* WHAT NEEDS TO BE DONE *
Go through the data below and return each line containing the word "positions".

[Source data]

********************

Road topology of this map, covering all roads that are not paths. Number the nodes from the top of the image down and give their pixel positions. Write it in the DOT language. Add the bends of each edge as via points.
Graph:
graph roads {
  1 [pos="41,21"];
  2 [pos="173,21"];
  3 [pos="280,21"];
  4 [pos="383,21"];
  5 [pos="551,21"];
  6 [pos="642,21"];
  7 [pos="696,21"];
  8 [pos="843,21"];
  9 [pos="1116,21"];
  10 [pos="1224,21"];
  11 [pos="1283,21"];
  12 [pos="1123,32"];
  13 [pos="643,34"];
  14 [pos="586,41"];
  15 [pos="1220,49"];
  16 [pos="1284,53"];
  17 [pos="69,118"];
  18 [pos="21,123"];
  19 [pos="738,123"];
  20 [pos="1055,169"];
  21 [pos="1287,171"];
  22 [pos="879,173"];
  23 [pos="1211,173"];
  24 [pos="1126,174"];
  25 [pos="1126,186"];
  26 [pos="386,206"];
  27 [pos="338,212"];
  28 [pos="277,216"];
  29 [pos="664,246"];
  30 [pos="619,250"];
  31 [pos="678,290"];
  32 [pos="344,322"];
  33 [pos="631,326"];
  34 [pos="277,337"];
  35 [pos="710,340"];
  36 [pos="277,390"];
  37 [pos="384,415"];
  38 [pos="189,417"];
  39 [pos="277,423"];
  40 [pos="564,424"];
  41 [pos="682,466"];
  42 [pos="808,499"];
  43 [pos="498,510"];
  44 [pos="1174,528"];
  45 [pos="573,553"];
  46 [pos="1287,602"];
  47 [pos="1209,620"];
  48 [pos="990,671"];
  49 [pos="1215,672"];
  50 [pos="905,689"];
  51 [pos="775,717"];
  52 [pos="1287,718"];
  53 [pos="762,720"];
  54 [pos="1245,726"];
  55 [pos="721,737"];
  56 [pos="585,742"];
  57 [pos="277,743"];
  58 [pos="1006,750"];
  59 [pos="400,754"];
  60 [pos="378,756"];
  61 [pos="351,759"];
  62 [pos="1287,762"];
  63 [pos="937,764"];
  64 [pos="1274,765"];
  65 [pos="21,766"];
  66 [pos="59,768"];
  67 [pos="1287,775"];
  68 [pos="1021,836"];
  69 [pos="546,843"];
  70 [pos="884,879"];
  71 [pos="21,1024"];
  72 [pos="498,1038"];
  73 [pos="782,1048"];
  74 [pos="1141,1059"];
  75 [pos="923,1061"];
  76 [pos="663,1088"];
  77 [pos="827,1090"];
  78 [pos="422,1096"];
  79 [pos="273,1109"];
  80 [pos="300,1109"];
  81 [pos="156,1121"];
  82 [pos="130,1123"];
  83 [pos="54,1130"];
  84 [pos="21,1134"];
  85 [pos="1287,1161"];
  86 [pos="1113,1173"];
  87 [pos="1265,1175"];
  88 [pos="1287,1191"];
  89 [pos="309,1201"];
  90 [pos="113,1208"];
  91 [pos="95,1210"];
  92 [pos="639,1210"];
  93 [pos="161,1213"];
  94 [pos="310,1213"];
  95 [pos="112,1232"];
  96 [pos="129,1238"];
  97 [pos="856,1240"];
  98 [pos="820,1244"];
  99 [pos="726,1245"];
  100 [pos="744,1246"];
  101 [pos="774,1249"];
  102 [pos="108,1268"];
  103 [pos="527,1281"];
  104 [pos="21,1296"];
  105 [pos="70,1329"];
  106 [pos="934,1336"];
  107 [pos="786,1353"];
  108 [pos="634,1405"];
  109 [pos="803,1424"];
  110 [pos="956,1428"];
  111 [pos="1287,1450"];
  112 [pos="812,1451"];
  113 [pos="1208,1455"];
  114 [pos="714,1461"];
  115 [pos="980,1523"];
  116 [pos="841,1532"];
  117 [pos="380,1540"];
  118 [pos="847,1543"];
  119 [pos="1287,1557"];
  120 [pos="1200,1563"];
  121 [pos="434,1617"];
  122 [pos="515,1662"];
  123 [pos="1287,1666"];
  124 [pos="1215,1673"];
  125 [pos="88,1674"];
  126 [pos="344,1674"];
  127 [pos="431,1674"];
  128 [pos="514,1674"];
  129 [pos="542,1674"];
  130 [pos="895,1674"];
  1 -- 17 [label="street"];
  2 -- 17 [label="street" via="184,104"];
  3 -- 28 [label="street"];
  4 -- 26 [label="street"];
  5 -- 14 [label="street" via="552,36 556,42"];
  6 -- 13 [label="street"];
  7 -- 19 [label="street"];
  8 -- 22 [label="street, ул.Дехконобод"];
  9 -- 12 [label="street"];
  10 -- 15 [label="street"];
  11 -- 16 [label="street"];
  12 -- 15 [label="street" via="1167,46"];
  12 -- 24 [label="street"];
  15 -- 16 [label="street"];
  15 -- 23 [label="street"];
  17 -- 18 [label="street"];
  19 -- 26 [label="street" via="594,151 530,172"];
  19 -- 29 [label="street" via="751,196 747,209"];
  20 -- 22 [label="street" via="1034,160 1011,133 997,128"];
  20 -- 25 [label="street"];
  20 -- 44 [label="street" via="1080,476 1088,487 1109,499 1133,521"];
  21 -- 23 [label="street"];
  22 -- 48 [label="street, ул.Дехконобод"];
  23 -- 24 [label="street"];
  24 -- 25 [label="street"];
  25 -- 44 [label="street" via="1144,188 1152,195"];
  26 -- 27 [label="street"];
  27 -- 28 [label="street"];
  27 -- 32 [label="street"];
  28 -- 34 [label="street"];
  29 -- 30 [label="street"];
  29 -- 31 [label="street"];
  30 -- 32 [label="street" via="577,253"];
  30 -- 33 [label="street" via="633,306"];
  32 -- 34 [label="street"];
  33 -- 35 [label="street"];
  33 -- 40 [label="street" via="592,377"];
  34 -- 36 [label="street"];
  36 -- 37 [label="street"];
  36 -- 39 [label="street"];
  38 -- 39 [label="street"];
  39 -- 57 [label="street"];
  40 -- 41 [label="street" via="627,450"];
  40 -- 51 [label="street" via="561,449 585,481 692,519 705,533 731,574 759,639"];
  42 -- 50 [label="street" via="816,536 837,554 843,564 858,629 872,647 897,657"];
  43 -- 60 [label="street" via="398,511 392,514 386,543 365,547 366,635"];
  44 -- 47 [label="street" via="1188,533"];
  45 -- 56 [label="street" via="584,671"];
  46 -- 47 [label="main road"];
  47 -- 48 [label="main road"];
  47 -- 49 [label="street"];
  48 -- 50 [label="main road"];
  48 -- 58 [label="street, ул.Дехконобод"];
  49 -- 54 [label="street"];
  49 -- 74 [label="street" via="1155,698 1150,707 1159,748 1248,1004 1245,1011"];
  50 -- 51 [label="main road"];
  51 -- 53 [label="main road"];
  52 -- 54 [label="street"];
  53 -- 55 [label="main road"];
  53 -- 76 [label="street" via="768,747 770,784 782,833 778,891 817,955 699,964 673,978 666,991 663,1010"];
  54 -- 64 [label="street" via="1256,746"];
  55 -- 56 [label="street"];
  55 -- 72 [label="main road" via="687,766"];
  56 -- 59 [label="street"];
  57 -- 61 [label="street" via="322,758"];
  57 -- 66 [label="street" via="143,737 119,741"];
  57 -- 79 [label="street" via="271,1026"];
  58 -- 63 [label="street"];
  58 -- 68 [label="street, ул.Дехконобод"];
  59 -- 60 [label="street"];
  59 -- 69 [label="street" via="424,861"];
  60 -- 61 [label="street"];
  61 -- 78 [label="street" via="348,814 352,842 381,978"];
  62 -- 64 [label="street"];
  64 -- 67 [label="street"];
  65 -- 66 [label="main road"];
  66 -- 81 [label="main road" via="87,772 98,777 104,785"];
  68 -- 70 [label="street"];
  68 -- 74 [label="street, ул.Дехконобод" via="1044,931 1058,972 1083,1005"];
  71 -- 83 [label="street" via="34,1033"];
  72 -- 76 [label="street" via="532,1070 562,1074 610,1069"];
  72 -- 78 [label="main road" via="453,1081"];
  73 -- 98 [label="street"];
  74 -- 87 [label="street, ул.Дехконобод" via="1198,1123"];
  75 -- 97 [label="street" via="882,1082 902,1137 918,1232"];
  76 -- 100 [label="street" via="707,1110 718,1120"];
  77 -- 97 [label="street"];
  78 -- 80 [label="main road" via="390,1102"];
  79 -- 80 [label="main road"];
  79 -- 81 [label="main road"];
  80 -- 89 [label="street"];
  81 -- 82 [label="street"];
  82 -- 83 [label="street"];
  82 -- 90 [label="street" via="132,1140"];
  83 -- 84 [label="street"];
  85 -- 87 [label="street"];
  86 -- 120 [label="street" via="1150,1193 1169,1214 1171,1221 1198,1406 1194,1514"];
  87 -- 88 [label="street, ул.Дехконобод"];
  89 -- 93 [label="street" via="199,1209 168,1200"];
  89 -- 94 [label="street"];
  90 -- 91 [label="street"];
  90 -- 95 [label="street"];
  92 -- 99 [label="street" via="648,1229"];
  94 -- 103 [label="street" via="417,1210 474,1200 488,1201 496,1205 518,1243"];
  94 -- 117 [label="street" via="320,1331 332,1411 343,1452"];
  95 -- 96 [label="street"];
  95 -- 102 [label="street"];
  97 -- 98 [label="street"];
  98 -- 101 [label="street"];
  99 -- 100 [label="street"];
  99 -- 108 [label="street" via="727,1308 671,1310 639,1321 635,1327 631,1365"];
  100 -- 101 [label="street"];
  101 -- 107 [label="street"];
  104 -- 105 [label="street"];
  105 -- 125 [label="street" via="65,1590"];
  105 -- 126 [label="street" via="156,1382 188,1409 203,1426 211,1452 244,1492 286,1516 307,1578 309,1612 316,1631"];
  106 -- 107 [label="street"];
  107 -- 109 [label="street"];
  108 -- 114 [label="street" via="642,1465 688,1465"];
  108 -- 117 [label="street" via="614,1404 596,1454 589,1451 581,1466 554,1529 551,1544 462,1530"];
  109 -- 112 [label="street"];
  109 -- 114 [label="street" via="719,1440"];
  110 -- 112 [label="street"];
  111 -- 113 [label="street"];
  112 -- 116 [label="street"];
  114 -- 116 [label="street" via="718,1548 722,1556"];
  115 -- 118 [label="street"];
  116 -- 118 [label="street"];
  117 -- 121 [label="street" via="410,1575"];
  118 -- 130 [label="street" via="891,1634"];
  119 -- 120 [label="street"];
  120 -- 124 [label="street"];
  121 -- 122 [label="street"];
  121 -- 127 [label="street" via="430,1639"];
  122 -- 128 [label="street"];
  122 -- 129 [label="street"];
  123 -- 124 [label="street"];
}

********************

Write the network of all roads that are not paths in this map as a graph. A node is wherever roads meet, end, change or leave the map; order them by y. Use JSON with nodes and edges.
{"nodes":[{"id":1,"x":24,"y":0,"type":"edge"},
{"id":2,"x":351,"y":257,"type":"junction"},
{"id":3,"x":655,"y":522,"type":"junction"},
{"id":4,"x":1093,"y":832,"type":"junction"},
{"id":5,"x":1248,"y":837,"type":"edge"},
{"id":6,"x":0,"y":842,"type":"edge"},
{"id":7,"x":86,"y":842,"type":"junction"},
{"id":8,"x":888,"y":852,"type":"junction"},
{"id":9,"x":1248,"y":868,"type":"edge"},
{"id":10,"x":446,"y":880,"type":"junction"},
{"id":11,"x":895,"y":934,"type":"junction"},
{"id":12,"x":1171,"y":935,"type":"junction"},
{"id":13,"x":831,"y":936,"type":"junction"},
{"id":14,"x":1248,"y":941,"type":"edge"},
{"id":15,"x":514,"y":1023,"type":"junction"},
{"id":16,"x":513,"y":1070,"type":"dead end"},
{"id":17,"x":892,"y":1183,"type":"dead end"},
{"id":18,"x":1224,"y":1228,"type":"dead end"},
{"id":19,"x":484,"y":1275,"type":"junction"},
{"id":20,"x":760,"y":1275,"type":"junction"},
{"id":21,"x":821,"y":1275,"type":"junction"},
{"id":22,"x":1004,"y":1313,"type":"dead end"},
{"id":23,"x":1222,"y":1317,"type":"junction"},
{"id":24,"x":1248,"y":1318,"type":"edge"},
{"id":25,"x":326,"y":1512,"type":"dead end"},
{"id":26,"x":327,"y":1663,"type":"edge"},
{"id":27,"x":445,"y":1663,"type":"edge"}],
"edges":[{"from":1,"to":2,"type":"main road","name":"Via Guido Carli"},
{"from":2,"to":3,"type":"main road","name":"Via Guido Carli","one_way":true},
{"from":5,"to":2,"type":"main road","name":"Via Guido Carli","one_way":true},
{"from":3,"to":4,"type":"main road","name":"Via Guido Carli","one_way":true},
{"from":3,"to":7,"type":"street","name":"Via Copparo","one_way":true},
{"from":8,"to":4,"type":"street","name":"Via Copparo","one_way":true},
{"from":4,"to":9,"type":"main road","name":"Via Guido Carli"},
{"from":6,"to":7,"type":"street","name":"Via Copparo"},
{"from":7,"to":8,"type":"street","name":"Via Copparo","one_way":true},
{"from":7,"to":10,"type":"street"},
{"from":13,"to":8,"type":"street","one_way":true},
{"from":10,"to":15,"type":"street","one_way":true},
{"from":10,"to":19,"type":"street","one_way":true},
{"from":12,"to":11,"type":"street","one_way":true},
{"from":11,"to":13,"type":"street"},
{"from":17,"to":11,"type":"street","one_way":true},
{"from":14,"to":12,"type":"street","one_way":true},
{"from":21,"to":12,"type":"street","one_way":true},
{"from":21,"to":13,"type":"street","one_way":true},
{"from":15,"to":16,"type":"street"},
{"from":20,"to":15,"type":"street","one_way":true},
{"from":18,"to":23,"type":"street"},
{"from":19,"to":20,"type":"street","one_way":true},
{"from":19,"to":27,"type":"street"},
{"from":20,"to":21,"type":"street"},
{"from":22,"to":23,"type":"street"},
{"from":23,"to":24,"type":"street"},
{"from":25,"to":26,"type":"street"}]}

********************

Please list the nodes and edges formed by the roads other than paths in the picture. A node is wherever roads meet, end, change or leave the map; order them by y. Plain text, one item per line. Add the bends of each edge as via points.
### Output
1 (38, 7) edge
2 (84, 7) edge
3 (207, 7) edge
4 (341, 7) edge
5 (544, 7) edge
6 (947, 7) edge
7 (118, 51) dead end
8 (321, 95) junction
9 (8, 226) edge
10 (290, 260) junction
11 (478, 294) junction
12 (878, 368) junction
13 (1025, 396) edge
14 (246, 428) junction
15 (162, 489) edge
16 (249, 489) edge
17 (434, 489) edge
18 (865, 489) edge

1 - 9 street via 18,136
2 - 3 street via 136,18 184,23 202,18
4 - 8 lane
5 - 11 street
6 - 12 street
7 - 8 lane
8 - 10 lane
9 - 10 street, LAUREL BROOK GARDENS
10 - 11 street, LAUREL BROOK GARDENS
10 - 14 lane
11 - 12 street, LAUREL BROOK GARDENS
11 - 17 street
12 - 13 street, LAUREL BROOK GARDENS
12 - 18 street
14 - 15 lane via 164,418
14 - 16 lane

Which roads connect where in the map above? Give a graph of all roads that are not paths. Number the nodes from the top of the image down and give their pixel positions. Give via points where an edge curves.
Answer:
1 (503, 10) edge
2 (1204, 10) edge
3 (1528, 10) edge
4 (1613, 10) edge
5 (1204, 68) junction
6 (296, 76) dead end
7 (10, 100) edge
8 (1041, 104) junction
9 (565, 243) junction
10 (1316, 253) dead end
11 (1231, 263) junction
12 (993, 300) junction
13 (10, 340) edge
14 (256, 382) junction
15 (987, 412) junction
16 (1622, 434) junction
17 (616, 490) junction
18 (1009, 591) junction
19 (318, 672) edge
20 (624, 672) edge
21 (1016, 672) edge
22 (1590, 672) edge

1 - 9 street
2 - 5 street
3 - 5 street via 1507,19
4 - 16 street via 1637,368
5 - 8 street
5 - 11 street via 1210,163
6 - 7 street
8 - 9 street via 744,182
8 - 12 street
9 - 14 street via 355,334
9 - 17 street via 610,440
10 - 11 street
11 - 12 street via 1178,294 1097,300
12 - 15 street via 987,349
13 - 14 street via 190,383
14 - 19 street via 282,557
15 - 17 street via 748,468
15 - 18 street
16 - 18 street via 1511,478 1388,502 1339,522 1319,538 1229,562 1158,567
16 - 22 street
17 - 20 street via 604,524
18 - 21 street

********************

* ANSWER TO THIS PROBLEM *
Road topology of this map, covering all roads that are not paths. Number the nodes from the top of the image down and give their pixel positions. Write it in the DOT language. Add the bends of each edge as via points.
Which roads connect where in the map above? Give a graph of all roads that are not paths. Number the nodes from the top of the image down and give their pixel positions. Give via points where an edge curves.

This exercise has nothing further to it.